The application will use Docker and Docker Compose for containerization, ensuring clear separation of services and ease of deployment. Key points:

  • Containers:
    • Frontend: React-based container for the user interface.
    • Backend: Go-based API container for managing metadata and serving filtered/sorted images.
    • Machine Learning: Python-based container for TensorFlow image classification with GPU support.
    • Message queue: communication between backend and ML containers
  • Volume Mounts:
    • A specified directory external to the project containing the images is mounted as read-only for the Go and Python containers.
    • A volume is mounted for the SQLite database file, allowing read/write access by the Go container.
  • GPU Support:
    • The Python ML container uses nvidia/cuda:12.6.3-cudnn-runtime-ubuntu24.04 as its base image, leveraging GPU acceleration via NVIDIA Container Toolkit.

2. Frontend (React)

A user-friendly interface with the following features:

  • View All Photos: Display all images from the mounted directory.
  • Metadata Display: Show metadata (e.g., categories) retrieved from the SQLite database via the backend.
  • Sorting and Filtering:
    • Sort images by date.
    • Filter images by category.
  • Album Management:
    • Create, update, and delete albums (collections of photos).
    • Albums and their associated photos are stored in the database.

3. Backend (Go)

The backend serves as the API for the application, with the following responsibilities:

  • Database Management:
    • Manage metadata in an SQLite database, including relationships between images, categories, and albums.
  • API Endpoints:
    • Serve metadata and filtered/sorted image lists to the frontend.
    • Support CRUD operations for albums and categories.
  • CLI Features:
    • Database Migrations: Apply and manage migrations for the SQLite database.
    • ML Query: Trigger the Python ML container via the message queue, send image classification tasks, and retrieve classification results to update the database.
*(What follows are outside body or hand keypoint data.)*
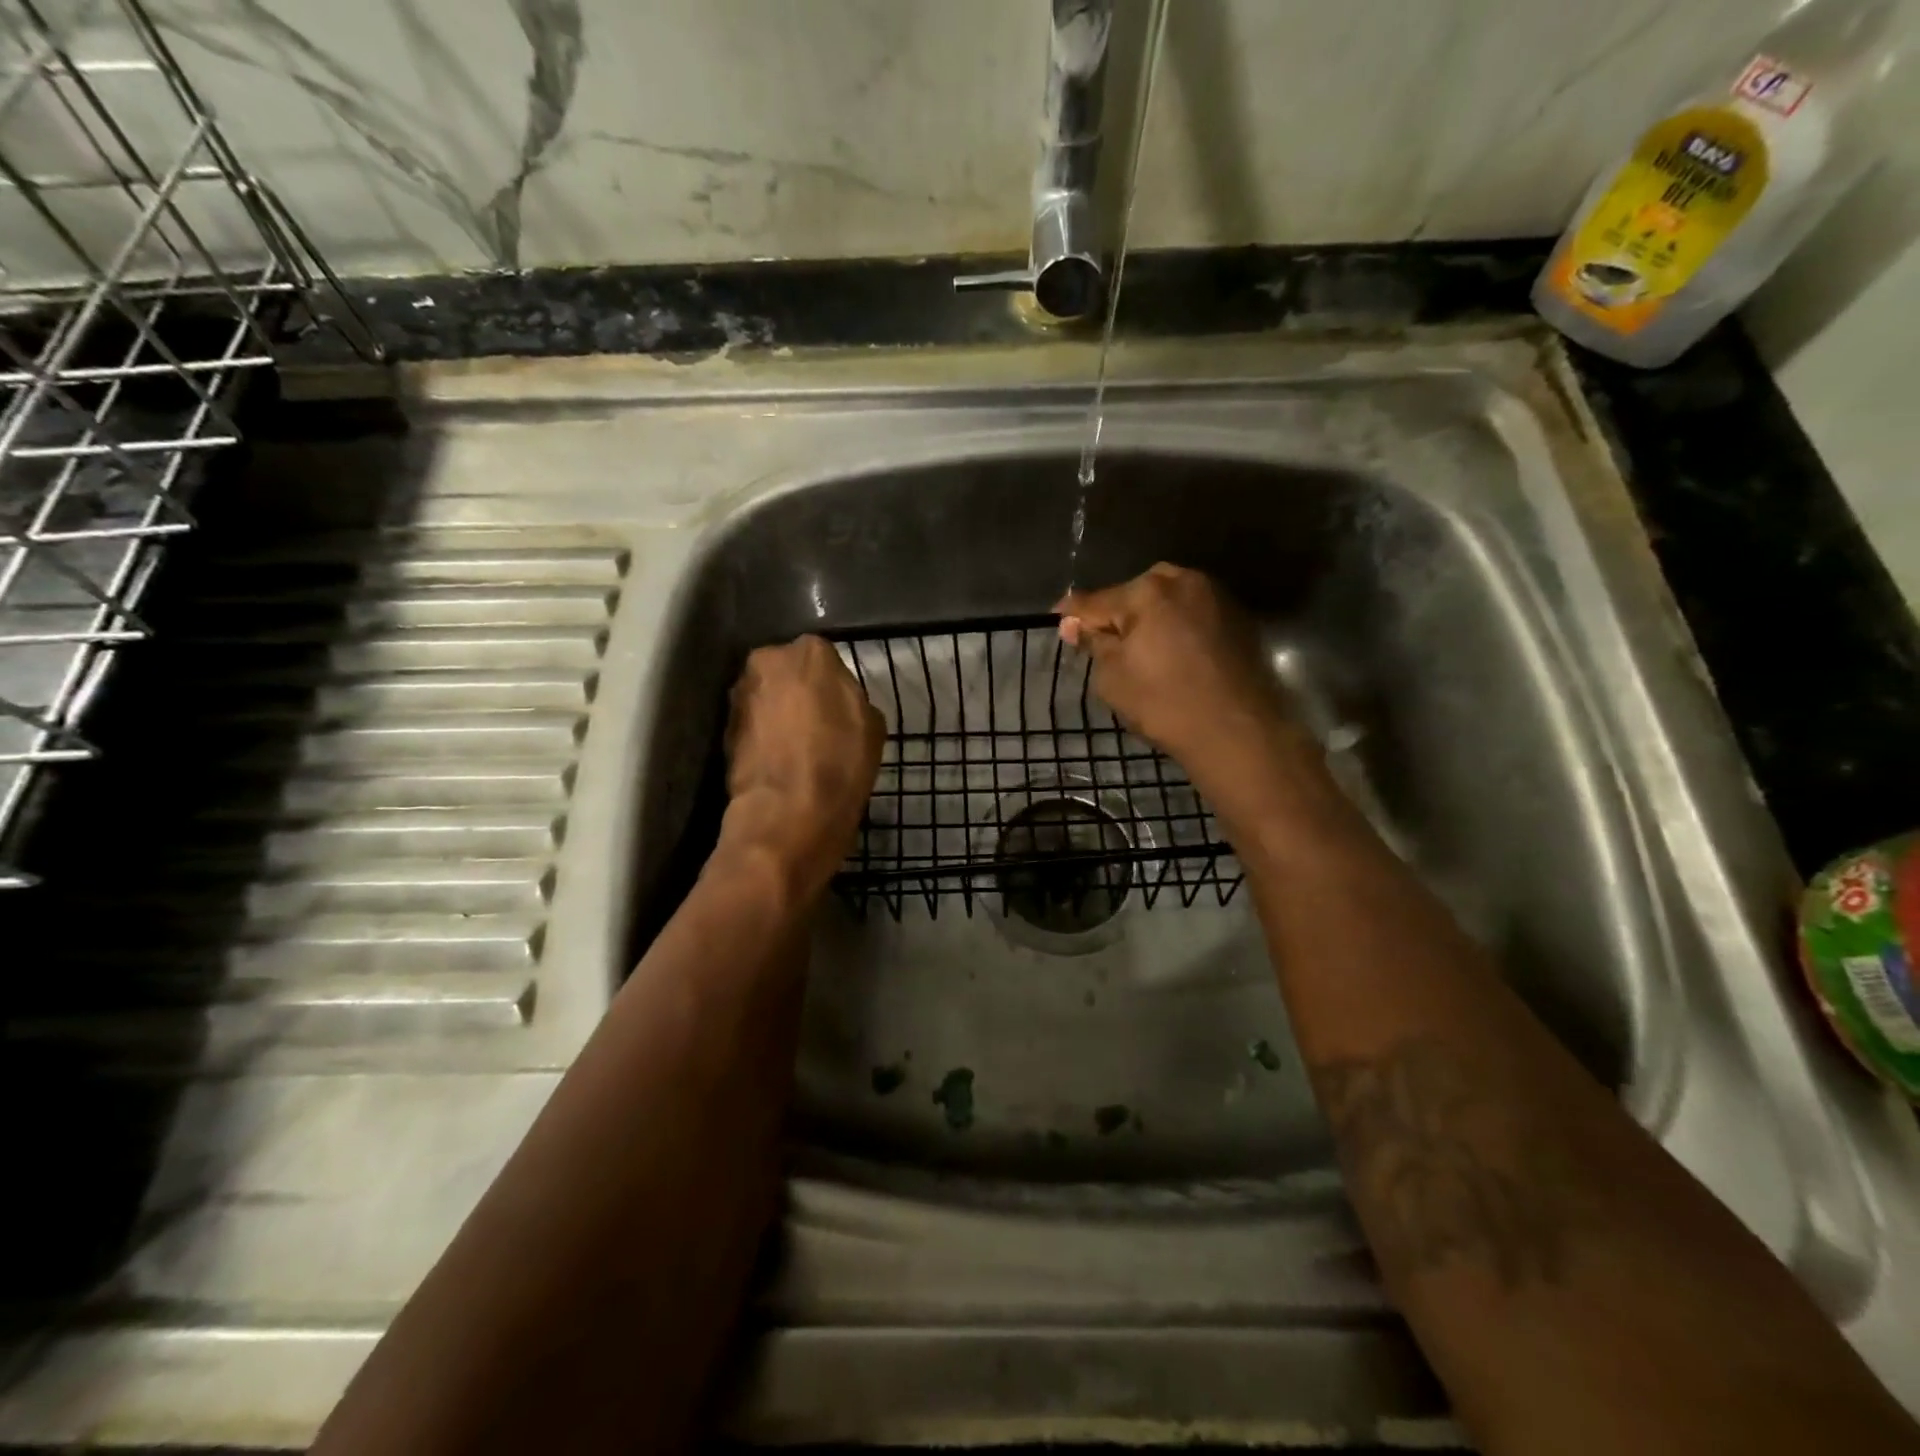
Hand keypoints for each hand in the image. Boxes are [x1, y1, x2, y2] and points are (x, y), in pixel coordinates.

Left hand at [720, 635, 883, 897]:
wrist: (789, 813)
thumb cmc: (841, 763)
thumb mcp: (872, 726)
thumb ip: (852, 698)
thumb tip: (838, 702)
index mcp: (810, 652)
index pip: (824, 659)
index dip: (832, 687)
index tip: (839, 710)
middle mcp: (767, 660)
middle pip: (788, 672)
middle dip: (798, 693)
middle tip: (817, 725)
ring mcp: (739, 694)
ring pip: (766, 697)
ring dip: (777, 714)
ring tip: (796, 747)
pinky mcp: (722, 727)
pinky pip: (751, 724)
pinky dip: (762, 736)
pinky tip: (778, 760)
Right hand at [1056, 564, 1310, 807]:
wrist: (1236, 731)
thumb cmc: (1164, 703)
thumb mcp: (1113, 677)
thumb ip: (1093, 642)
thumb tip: (1073, 623)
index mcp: (1147, 591)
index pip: (1095, 601)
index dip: (1072, 615)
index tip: (1058, 622)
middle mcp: (1183, 581)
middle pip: (1134, 594)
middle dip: (1117, 614)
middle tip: (1105, 644)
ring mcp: (1215, 596)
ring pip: (1167, 602)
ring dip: (1150, 620)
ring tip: (1141, 651)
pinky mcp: (1237, 618)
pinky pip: (1192, 615)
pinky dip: (1177, 629)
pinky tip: (1173, 656)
4. Machine Learning (Python)

A Python-based service handles image classification using TensorFlow and EfficientNet. Key features:

  • Image Classification:
    • Listens to a message queue (MQ) for image classification tasks sent by the Go backend.
    • Processes a batch of image file paths at a time and applies the specified model.
    • Sends the classification results back to the MQ for the Go backend to retrieve and update the database.
  • GPU Support:
    • The container uses the base image nvidia/cuda:12.6.3-cudnn-runtime-ubuntu24.04 and TensorFlow’s GPU version.
  • Volume Mounts:
    • Read-only access to the external image directory.
    • No direct database access (handled by the Go backend).

5. Database (SQLite)

The database manages image metadata and application data:

  • Tables:
    • Images: File paths, timestamps, and other image-related metadata.
    • Categories: Many-to-many relationships between images and categories.
    • Albums: Collections of images created by users.
    • Models: Track the classifiers used for categorising images.
  • Data Integrity:
    • The database is mounted as a file accessible only by the backend container.
    • Excluded from version control to ensure privacy.

6. Message Queue (MQ)

The application will use a message queue to facilitate communication between the Go backend and the Python ML container. Key points:

  • Choice of MQ: RabbitMQ is chosen for its reliability and robust support for task queuing.
  • Purpose:
    • The Go backend sends image classification tasks to the Python container through the MQ.
    • The Python container processes the tasks, classifies the images, and sends the results back to the MQ.
    • The Go backend retrieves the results from the MQ and persists them in the SQLite database.
  • Scalability: This design supports asynchronous processing and can scale to handle large batches of images efficiently.

Workflow

  1. Image Viewing: The user views all images in the photo directory through the frontend.
  2. Metadata Management: The backend fetches and serves metadata to the frontend from the SQLite database.
  3. Image Classification:
    • The Go CLI triggers the ML service, passing image paths via the message queue.
    • The ML service classifies the images and updates the database with categories.
  4. Album Management: Users create and manage albums through the frontend, with changes reflected in the database.

Goals

  • Local-only deployment for privacy and security.
  • Scalability to handle ~15,000 images.
  • GPU-accelerated classification for efficient batch processing.